In family law, arbitrations must meet the requirement prescribed in the Family Law Regulations 1984 (Cth) to be valid. For example, the arbitrator cannot be just anyone; they must be a legal practitioner who is either an accredited family law specialist or has worked in family law for at least five years. They must also have completed specialist arbitration training and be listed in the Law Council of Australia stating they are prepared to arbitrate under the Act.
To engage in arbitration, parties may enter into an arbitration agreement which contains the terms to which the parties have agreed. It can be conducted similar to court proceedings or can be in a more relaxed style.
Parties can also agree for the arbitration to be binding (parties agree to be bound by the arbitrator’s decision). An award (decision) made via arbitration can be given the effect of a court order by registering it with the court. Once registered, the award can be reviewed by a judge and can either be affirmed (approved), varied (changed) or reversed (not approved).
Once you and your former partner have reached an agreement about property settlement and/or parenting arrangements, it should be formalised to provide finality and certainty.

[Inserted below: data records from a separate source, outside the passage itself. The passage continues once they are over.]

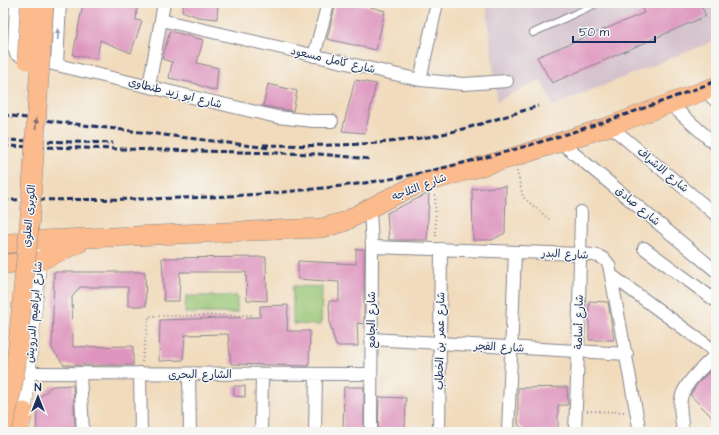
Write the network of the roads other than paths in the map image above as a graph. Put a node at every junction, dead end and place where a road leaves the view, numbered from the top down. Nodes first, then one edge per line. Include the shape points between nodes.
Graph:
1 (16, 3) edge
2 (30, 3) edge
3 (44, 3) edge
4 (60, 3) edge
5 (164, 3) edge
6 (328, 3) edge
7 (438, 3) edge
8 (598, 3) edge
9 (161, 20) junction
10 (533, 32) dead end
11 (314, 56) junction
12 (57, 64) junction
13 (420, 80) junction
14 (507, 81) dead end
15 (148, 86) junction
16 (712, 92) edge
17 (670, 104) junction
18 (332, 121) dead end
19 (610, 126) junction
20 (560, 142) junction
21 (716, 145) edge
22 (370, 209) junction
23 (581, 212) dead end
24 (716, 215) edge
25 (90, 238) junction
26 (41, 240) junction
27 (3, 244) edge
28 (372, 247) junction
29 (644, 248) dead end
30 (439, 249) junction
31 (515, 252) junction
32 (581, 254) junction
33 (39, 261) junction
34 (3, 264) edge
35 (716, 271) edge
36 (611, 275) junction
37 (716, 301) edge
38 (371, 339) junction
39 (440, 344) junction
40 (511, 348) junction
41 (578, 352) junction
42 (716, 353) edge
43 (627, 354) junction
44 (3, 367) edge
45 (29, 373) junction
46 (80, 373) junction
47 (140, 373) junction
48 (189, 374) junction
49 (262, 374) junction
50 (316, 374) junction
51 (371, 374) junction
52 (24, 412) junction
53 (3, 427) edge
54 (17, 432) edge
55 (23, 432) edge
56 (83, 432) edge
57 (141, 432) edge
58 (190, 432) edge
59 (261, 432) edge
60 (315, 432) edge
61 (371, 432) edge
62 (439, 432) edge
63 (508, 432) edge
64 (575, 432) edge
65 (640, 432) edge
66 (683, 432) edge

1 - 12 street, شارع ابو زيد طنطاوى via 16,54
2 - 44 main road, الكوبرى العلوى, bridge via 18,215
53 -> 3 main road, الكوبرى العلوى, bridge via 16,365 30,216
12 -> 4 street
5 - 9 street
6 - 11 street
7 - 13 street
8 - 10 lane
9 - 11 street, شارع كامل مسعود
9 - 15 street
11 - 13 street, شارع كامل مسعود
12 - 15 street, شارع ابو زيد طنطاوى
13 - 14 street, شارع كامل مسعود via 464,84
15 - 18 street, شارع ابو زيد طنطاوى via 277,117
16 - 17 main road, شارع الثلاجه
17 - 19 main road, شارع الثلاجه
17 - 21 street
19 - 20 main road, شارع الثلاجه
19 - 24 street, شارع الاشراف
20 - 22 main road, شارع الثلاجه via 434,180 401,192
20 - 35 street, شارع صادق
22 - 25 main road, شارع الثلاجه via 344,222 322,228
22 - 28 street, شارع الجامع
23 - 32 street, شارع أسامة
25 - 26 main road, شارع الثلاجه
25 - 33 main road, شارع الثلاجه
26 - 27 main road, شارع الثلاجه
26 - 33 street, شارع ابراهيم الدرويش
28 - 30 street, شارع البدر
28 - 38 street, شارع الجامع
29 - 37 street
30 - 31 street, شارع البدر
30 - 39 street, شارع عمر بن الخطاب
31 - 32 street, شارع البدر
31 - 40 street
32 - 36 street, شارع البدر via 604,258
32 - 41 street, شارع أسامة
33 - 34 main road, شارع الثلاجه
33 - 45 street, شارع ابراهيم الدرويش
36 - 42 street
36 - 43 street, شارع البدر
38 - 39 street, شارع الفجر
38 - 51 street, شارع الجامع
39 - 40 street, شارع الفجر
39 - 62 street, شارع عمر بن الخطاب
40 - 41 street, شارع الفجر
40 - 63 street
41 - 43 street, شارع الفجر
41 - 64 street, شارع أسامة
42 - 66 street via 687,385 682,395
43 - 65 street, شارع البدر
45 - 46 street, الشارع البحرى
45 - 52 street, شارع ابراهيم الدرويش
46 - 47 street, الشارع البحرى
46 - 56 street
47 - 48 street, الشارع البحرى
47 - 57 street
48 - 49 street, الشارع البحرى
48 - 58 street
49 - 50 street, الشارع البحرى
49 - 59 street
50 - 51 street, الشارع البحرى
50 - 60 street
51 - 61 street, شارع الجامع
52 - 54 main road
52 - 55 street, شارع ابراهيم الدرويش

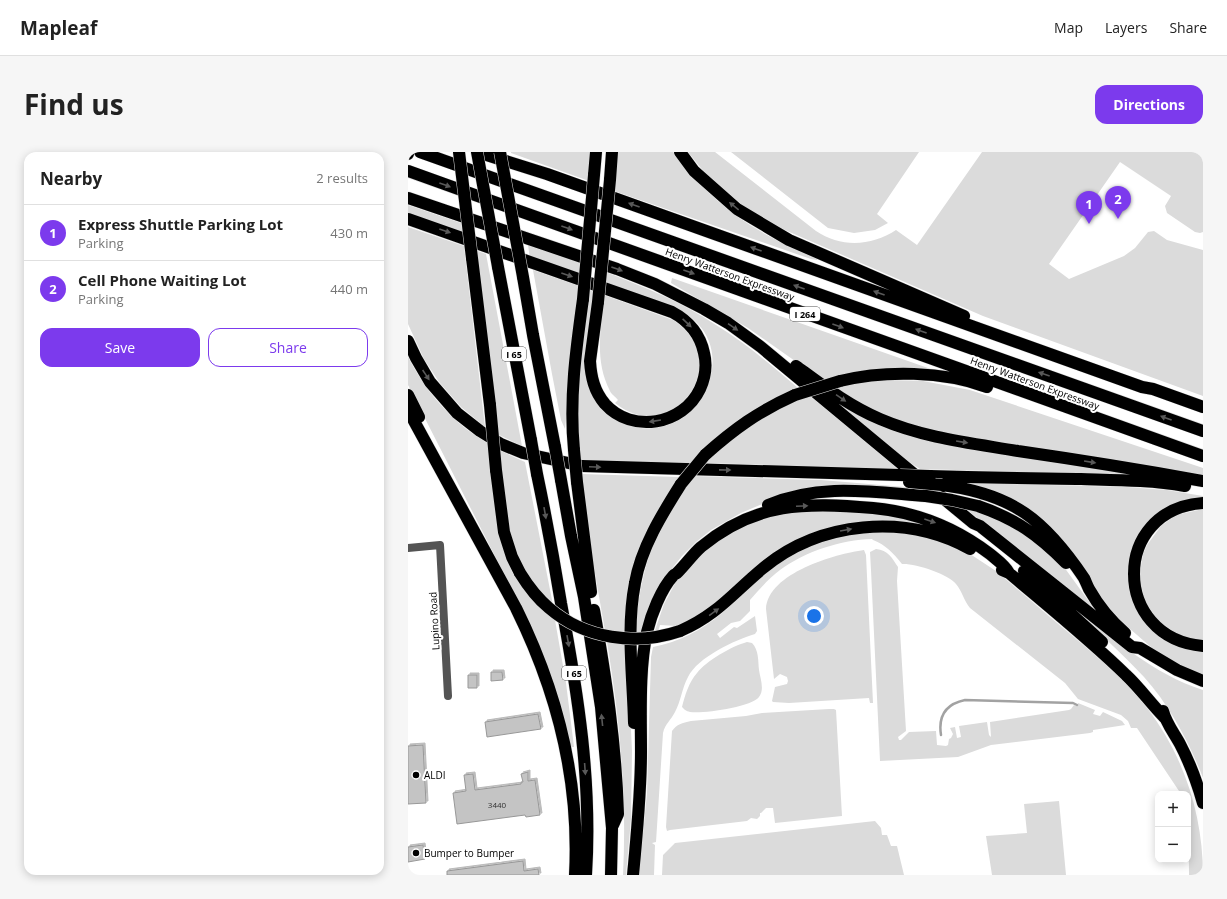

In most cases, the easiest and cheapest way to formalise your agreement is by way of an Application for Consent Orders.
Consent Orders are exactly what they sound like – orders made by the court with consent from both parties.
Consent Orders are usually made in Chambers, without anyone having to physically attend court. Parties are not required to receive independent legal advice before signing Consent Orders, but the agreement will be subject to review by a Registrar of the Family Court of Australia.
If the agreement reached is considered to be fair and reasonable under family law, the process to obtain Consent Orders is generally straightforward. Once orders are made, the agreement becomes legally binding and the court can impose penalties if one or both parties fail to comply.